▶ [GIVEN RECORDS]:
#####
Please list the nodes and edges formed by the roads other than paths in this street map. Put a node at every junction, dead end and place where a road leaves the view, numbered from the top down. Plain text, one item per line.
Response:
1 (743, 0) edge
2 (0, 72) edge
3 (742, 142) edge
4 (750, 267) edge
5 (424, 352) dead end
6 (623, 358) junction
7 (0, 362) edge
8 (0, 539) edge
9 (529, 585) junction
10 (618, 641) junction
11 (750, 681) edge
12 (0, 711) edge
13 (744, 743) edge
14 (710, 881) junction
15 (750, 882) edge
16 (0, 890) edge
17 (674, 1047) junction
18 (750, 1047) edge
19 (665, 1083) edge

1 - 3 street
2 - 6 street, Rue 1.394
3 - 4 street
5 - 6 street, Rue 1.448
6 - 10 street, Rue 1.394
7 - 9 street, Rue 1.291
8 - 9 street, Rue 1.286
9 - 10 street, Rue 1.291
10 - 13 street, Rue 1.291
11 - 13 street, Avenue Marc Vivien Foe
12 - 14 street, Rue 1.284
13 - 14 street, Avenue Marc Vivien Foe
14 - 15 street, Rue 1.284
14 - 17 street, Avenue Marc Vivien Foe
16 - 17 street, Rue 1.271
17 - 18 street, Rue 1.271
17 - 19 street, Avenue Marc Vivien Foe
#####
▶ [WHAT YOU HAVE TO DO]: Give back the material above exactly as it was given.

▶ [YOUR RESPONSE]:
Please list the nodes and edges formed by the roads other than paths in this street map. Put a node at every junction, dead end and place where a road leaves the view, numbered from the top down. Plain text, one item per line.
Response:
1 (743, 0) edge
2 (0, 72) edge
3 (742, 142) edge
4 (750, 267) edge
5 (424, 352) dead end
6 (623, 358) junction
7 (0, 362) edge
8 (0, 539) edge
9 (529, 585) junction
10 (618, 641) junction
11 (750, 681) edge
12 (0, 711) edge
13 (744, 743) edge
14 (710, 881) junction
15 (750, 882) edge
16 (0, 890) edge
17 (674, 1047) junction
18 (750, 1047) edge
19 (665, 1083) edge

1 - 3 street
2 - 6 street, Rue 1.394
3 - 4 street
5 - 6 street, Rue 1.448
6 - 10 street, Rue 1.394
7 - 9 street, Rue 1.291
8 - 9 street, Rue 1.286
9 - 10 street, Rue 1.291
10 - 13 street, Rue 1.291
11 - 13 street, Avenue Marc Vivien Foe
12 - 14 street, Rue 1.284
13 - 14 street, Avenue Marc Vivien Foe
14 - 15 street, Rue 1.284
14 - 17 street, Avenue Marc Vivien Foe
16 - 17 street, Rue 1.271
17 - 18 street, Rue 1.271
17 - 19 street, Avenue Marc Vivien Foe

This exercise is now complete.